# Exercise
Note each line of the entries that includes "save". Then copy those lines.

(Records contained in a dataset)
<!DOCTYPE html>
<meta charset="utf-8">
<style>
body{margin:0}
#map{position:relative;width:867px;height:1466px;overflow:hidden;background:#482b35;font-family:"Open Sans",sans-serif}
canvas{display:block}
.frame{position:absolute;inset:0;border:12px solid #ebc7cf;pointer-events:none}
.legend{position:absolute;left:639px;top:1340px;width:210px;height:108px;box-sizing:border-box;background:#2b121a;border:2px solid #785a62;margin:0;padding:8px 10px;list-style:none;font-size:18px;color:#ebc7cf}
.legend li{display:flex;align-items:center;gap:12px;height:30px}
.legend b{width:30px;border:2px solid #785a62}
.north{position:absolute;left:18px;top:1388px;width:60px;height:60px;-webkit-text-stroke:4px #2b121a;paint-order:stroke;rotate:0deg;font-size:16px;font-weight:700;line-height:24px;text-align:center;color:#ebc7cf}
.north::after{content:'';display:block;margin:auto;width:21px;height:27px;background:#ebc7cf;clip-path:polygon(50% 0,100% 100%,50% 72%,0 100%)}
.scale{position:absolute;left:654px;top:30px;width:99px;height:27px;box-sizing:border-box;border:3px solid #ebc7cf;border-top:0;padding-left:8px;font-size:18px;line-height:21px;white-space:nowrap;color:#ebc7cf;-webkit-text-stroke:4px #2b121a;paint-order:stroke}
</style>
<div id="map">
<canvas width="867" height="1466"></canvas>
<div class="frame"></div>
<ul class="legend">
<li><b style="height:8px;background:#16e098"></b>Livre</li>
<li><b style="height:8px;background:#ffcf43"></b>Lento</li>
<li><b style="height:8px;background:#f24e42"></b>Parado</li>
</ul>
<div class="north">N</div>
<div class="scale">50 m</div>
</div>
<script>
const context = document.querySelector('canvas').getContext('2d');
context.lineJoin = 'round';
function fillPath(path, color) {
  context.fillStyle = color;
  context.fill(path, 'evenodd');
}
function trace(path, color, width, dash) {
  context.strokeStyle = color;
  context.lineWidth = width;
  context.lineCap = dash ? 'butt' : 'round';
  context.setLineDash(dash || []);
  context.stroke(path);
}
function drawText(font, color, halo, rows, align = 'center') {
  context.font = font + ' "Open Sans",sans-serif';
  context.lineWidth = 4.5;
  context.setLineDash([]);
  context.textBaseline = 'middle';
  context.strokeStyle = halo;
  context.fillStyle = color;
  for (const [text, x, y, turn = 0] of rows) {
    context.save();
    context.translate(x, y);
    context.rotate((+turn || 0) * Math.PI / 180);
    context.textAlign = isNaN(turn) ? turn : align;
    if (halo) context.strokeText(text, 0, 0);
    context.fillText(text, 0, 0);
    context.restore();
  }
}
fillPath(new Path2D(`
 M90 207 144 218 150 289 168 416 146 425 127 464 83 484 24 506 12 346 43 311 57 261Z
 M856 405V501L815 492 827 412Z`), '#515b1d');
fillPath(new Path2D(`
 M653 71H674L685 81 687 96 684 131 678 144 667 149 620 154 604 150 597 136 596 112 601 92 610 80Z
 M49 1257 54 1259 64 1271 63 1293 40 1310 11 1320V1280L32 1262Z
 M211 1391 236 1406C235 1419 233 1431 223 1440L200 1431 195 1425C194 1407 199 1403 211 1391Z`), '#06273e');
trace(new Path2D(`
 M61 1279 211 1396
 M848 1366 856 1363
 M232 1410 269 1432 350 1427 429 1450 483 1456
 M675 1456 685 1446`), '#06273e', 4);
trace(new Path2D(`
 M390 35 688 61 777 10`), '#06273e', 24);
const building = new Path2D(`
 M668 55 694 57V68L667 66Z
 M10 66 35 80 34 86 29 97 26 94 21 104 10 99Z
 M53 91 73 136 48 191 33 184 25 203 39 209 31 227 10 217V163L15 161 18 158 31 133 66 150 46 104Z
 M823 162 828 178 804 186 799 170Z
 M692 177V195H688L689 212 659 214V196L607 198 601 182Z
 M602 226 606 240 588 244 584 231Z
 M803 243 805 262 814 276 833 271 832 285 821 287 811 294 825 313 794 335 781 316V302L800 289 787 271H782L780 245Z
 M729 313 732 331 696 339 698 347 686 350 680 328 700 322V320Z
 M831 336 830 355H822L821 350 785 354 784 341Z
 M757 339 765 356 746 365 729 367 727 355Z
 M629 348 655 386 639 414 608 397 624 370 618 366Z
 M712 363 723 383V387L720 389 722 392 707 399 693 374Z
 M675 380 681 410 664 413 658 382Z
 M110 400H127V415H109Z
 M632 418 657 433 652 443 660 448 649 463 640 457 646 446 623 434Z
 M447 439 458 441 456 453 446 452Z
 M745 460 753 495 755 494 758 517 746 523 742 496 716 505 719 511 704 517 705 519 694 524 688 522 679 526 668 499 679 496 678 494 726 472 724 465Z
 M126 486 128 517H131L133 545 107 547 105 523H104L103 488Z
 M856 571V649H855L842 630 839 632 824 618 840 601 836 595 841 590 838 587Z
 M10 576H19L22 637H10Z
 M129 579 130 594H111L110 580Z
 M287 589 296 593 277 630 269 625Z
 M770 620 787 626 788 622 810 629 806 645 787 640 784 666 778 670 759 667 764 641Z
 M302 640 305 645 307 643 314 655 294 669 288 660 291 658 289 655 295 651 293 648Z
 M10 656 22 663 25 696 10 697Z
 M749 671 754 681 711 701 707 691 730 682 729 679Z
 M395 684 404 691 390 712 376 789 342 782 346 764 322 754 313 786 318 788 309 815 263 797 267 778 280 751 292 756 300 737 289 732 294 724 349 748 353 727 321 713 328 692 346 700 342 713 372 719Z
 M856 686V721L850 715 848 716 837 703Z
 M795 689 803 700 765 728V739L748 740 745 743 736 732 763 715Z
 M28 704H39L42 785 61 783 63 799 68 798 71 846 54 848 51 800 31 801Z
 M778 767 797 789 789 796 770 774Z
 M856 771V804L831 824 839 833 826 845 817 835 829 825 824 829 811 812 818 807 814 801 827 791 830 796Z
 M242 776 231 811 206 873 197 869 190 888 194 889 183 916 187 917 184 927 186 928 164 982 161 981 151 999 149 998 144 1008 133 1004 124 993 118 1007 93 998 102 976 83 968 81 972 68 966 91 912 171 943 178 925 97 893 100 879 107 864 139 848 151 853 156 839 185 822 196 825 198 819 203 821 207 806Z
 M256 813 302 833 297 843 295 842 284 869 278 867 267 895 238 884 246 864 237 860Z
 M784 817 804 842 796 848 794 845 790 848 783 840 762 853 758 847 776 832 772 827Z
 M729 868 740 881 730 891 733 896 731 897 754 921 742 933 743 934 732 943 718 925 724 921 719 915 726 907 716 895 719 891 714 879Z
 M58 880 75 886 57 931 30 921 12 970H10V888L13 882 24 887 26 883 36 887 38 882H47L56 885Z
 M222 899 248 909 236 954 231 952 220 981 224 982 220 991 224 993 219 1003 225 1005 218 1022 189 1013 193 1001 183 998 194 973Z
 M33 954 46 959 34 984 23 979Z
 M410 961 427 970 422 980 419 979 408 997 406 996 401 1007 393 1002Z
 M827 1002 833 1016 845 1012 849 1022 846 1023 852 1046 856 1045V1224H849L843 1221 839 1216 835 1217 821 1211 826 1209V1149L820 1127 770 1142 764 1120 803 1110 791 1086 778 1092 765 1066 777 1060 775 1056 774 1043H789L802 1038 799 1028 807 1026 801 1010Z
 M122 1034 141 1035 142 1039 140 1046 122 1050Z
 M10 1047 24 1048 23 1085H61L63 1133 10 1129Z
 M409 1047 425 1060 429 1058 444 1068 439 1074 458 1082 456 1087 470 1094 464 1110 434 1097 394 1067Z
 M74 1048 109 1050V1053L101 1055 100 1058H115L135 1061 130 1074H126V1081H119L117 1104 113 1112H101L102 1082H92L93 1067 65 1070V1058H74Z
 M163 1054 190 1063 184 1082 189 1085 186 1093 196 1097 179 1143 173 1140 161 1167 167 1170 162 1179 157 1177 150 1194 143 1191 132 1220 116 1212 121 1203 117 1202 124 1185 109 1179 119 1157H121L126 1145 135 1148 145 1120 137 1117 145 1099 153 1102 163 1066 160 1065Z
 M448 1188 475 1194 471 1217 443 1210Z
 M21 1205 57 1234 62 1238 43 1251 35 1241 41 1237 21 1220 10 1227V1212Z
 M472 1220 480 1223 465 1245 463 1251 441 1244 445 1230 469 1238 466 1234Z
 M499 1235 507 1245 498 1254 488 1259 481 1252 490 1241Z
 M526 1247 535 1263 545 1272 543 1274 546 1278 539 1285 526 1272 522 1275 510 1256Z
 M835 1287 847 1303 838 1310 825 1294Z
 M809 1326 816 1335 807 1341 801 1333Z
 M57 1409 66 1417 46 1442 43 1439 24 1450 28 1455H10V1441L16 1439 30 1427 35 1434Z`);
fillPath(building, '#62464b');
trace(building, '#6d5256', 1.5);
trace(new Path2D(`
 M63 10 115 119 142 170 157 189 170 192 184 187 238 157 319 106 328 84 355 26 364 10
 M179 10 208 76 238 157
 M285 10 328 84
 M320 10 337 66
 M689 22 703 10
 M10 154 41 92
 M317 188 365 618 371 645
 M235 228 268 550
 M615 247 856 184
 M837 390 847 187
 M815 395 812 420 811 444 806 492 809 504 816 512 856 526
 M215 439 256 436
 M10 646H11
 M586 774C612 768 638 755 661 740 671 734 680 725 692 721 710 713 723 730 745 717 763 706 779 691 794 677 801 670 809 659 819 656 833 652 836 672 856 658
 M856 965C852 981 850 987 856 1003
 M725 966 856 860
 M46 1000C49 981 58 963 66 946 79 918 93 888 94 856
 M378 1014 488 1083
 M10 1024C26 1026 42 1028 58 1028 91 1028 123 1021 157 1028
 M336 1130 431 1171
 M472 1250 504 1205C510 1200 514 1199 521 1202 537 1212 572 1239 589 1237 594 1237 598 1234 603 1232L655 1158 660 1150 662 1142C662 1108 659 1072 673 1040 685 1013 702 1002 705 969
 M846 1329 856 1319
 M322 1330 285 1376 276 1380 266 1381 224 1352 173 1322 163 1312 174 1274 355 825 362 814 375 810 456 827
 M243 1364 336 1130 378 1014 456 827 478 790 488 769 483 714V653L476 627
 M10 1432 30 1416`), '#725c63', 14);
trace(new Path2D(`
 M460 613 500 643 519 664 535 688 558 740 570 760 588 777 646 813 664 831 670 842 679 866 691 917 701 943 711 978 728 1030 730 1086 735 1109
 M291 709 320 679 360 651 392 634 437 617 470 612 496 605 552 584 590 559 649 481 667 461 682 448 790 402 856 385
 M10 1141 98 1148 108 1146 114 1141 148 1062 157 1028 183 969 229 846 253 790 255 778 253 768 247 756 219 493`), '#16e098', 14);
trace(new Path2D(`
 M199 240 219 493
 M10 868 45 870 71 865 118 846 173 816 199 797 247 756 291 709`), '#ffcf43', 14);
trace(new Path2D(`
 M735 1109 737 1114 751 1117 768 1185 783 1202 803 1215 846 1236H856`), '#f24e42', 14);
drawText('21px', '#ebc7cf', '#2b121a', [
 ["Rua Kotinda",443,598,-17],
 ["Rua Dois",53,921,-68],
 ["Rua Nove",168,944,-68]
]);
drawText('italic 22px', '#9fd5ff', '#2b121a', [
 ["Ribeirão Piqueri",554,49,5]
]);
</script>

--

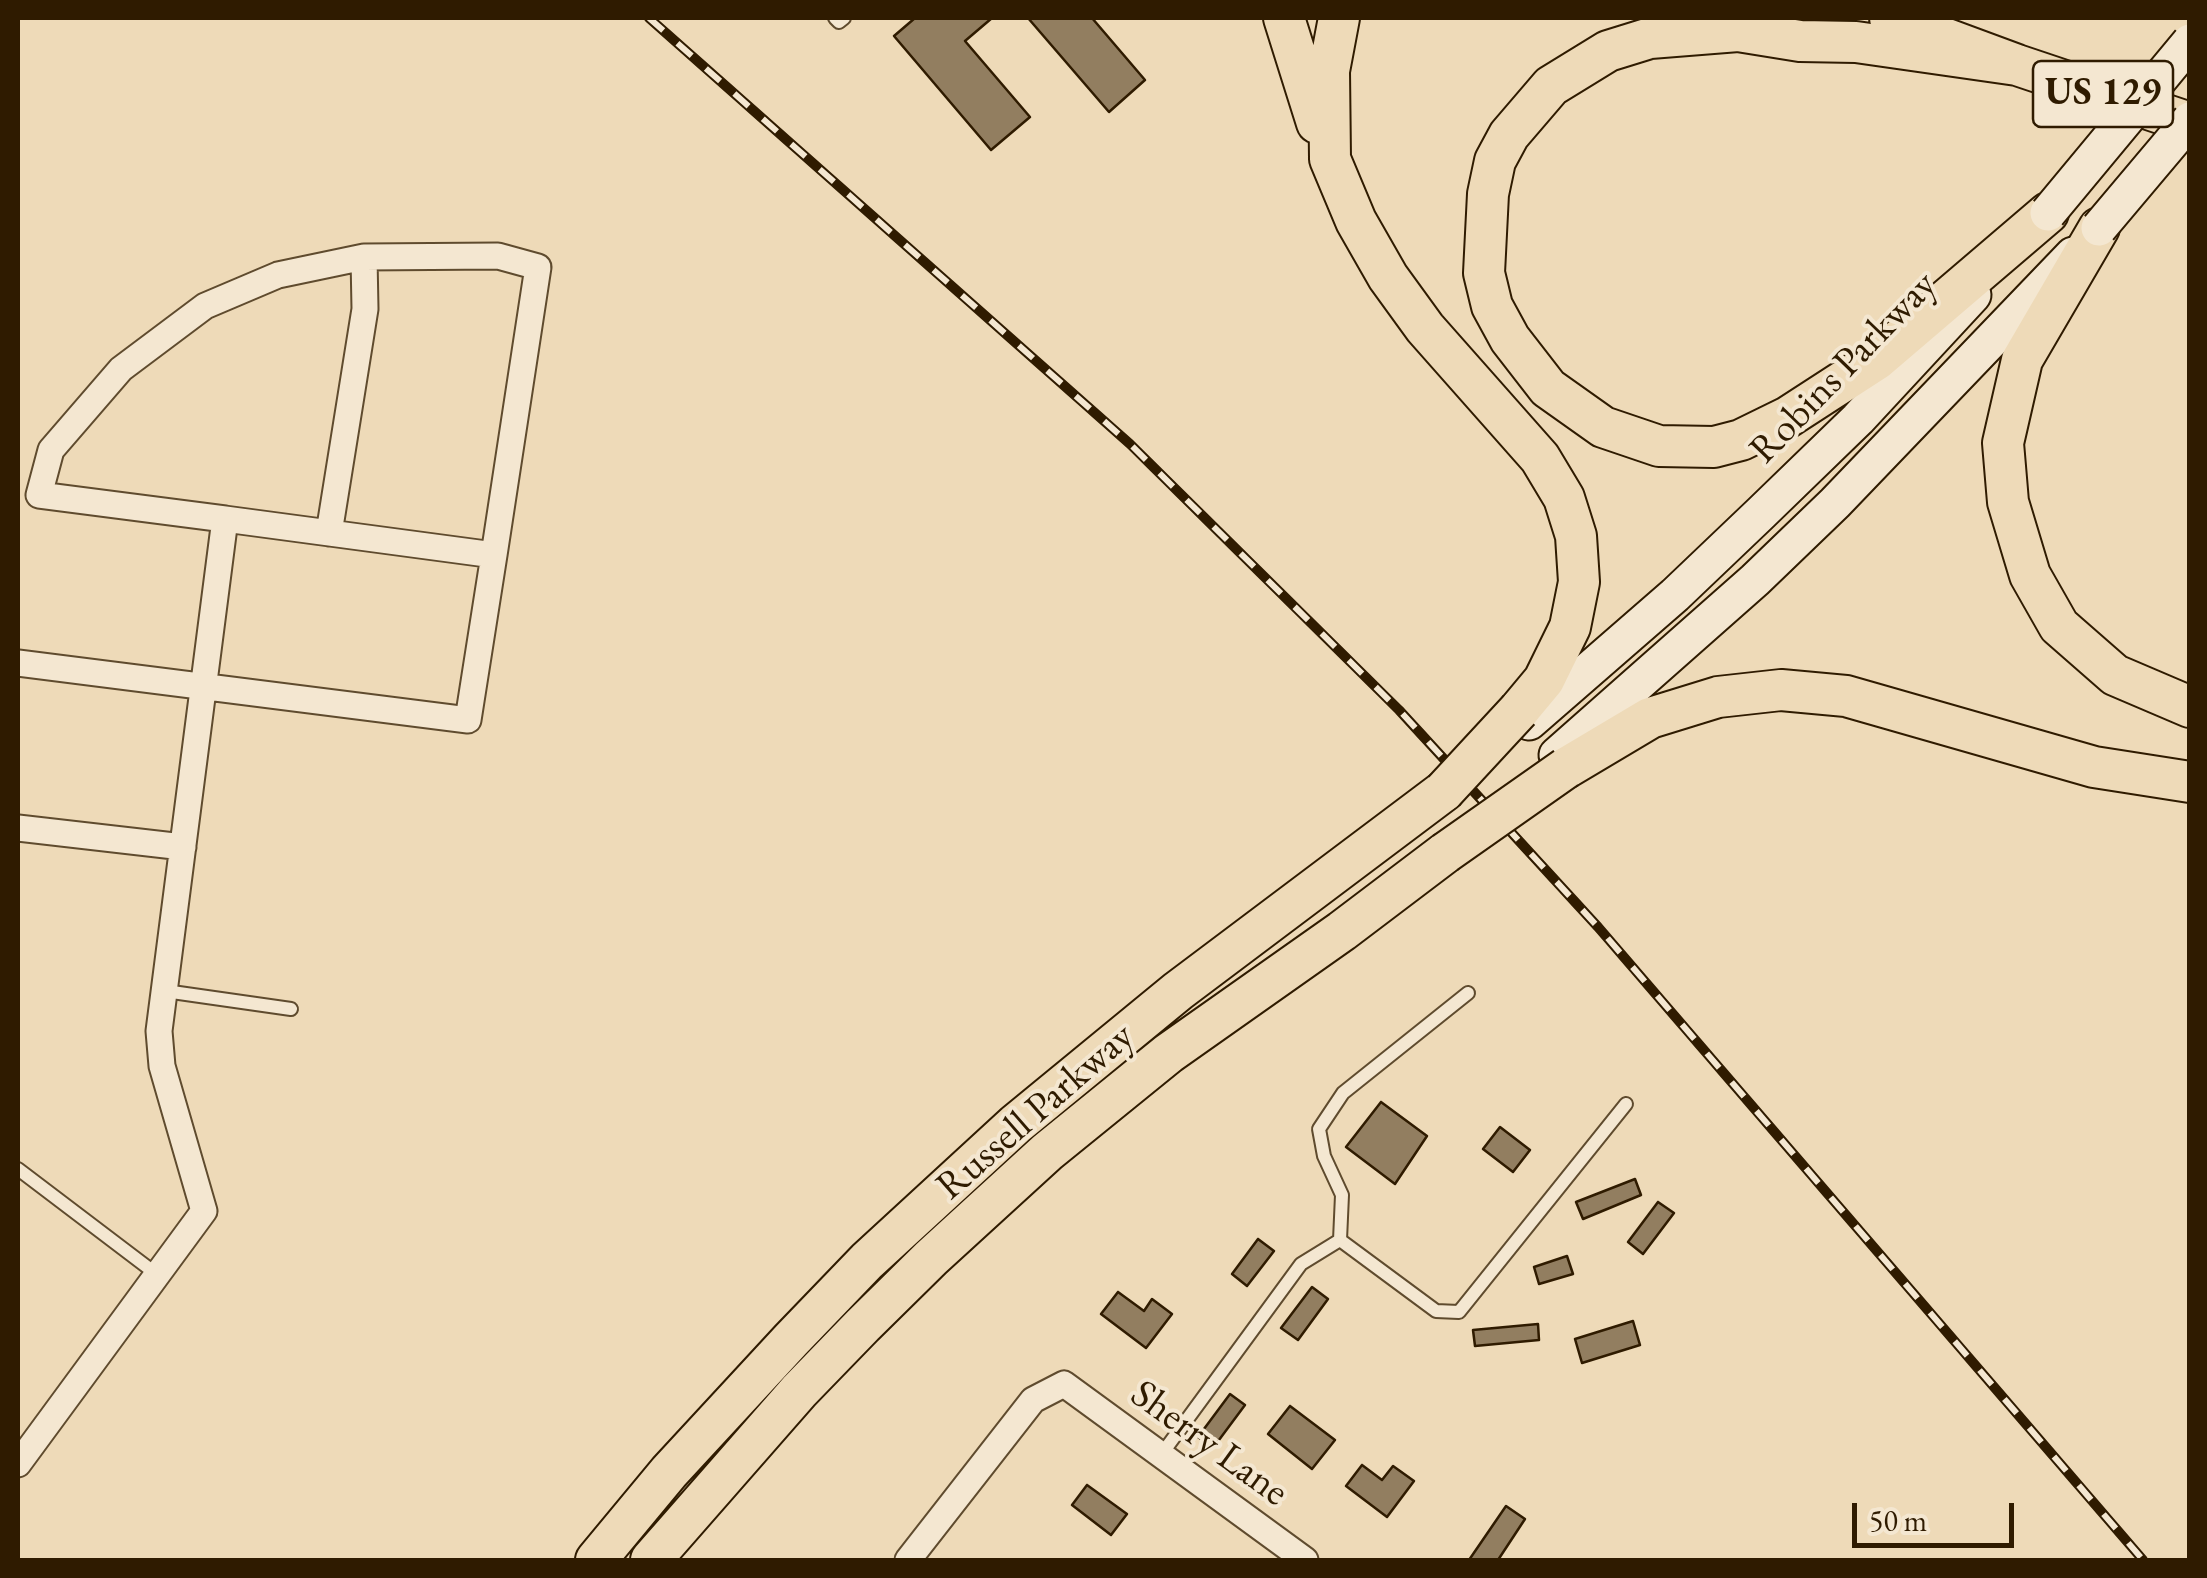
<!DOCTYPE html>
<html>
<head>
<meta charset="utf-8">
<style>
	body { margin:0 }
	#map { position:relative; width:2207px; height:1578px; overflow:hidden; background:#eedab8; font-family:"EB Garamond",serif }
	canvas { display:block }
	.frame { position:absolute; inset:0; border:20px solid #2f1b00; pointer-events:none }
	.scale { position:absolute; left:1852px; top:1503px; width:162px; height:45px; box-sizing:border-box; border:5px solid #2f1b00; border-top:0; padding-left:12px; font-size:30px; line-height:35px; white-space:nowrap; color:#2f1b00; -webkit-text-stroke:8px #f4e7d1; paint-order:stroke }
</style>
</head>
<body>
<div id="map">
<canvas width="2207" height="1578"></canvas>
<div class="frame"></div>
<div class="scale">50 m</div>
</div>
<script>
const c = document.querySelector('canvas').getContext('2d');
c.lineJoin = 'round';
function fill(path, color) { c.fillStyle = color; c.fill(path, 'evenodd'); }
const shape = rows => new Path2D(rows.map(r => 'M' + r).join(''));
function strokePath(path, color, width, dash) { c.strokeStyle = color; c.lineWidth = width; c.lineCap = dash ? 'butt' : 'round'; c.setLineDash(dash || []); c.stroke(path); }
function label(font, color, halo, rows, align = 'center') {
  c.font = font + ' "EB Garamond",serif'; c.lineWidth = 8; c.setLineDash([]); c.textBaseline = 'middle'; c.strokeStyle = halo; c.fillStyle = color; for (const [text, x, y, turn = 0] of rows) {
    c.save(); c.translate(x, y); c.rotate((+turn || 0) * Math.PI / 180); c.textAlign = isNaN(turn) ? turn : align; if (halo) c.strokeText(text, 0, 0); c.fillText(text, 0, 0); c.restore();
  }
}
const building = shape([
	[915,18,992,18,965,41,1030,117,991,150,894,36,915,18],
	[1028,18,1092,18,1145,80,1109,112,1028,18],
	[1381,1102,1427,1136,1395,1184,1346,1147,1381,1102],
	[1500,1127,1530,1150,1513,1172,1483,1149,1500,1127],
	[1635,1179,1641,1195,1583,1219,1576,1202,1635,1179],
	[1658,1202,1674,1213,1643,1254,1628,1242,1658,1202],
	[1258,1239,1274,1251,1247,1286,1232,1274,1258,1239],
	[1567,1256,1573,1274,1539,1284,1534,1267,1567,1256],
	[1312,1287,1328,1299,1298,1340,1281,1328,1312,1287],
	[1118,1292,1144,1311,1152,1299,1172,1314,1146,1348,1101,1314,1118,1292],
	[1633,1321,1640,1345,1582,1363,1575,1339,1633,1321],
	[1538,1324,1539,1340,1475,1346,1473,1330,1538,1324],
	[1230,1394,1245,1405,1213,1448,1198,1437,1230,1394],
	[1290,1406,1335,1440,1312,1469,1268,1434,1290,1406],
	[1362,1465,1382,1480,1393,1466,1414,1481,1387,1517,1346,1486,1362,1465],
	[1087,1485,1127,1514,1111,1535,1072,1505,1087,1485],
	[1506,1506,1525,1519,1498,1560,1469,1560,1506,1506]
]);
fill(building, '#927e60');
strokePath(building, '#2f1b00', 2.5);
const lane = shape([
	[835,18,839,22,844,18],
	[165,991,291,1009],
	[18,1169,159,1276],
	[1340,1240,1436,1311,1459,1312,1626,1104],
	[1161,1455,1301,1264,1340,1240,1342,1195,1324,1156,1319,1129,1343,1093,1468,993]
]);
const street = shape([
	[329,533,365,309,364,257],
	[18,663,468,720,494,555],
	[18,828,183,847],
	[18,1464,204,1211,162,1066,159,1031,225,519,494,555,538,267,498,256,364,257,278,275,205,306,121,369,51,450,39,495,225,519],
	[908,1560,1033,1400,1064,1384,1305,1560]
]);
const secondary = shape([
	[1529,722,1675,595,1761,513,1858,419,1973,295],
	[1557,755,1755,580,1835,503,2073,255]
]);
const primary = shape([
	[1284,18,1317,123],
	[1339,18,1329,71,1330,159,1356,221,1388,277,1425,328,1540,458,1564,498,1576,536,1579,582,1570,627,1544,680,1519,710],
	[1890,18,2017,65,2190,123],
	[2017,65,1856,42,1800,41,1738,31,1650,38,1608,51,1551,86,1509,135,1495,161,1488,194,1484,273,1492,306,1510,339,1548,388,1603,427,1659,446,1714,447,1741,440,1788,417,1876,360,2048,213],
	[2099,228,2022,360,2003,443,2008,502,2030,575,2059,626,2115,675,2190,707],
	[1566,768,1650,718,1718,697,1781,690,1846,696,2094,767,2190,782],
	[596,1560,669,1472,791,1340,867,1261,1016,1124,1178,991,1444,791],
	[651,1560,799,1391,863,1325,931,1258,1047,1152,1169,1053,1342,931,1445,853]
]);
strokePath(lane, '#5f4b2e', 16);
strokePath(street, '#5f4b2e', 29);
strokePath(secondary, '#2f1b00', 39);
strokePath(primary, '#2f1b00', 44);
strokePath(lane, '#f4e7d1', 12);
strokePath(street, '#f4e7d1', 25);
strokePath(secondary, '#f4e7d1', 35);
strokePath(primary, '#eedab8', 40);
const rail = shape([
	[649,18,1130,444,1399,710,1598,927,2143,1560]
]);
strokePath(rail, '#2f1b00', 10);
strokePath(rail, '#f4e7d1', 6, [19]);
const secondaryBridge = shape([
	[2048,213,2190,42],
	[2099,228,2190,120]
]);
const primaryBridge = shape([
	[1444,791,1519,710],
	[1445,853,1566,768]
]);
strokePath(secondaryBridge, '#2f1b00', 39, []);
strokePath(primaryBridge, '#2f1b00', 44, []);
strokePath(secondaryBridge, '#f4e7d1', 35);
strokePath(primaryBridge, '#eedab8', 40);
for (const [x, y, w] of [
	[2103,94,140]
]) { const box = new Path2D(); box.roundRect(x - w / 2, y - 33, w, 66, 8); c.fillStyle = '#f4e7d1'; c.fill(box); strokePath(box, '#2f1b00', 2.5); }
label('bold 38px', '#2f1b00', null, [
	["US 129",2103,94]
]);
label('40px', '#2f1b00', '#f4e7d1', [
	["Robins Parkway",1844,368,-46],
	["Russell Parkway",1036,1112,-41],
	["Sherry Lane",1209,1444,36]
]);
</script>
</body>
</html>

# Solution to this exercise
    context.save();
    c.save(); c.translate(x, y); c.rotate((+turn || 0) * Math.PI / 180); c.textAlign = isNaN(turn) ? turn : align; if (halo) c.strokeText(text, 0, 0); c.fillText(text, 0, 0); c.restore();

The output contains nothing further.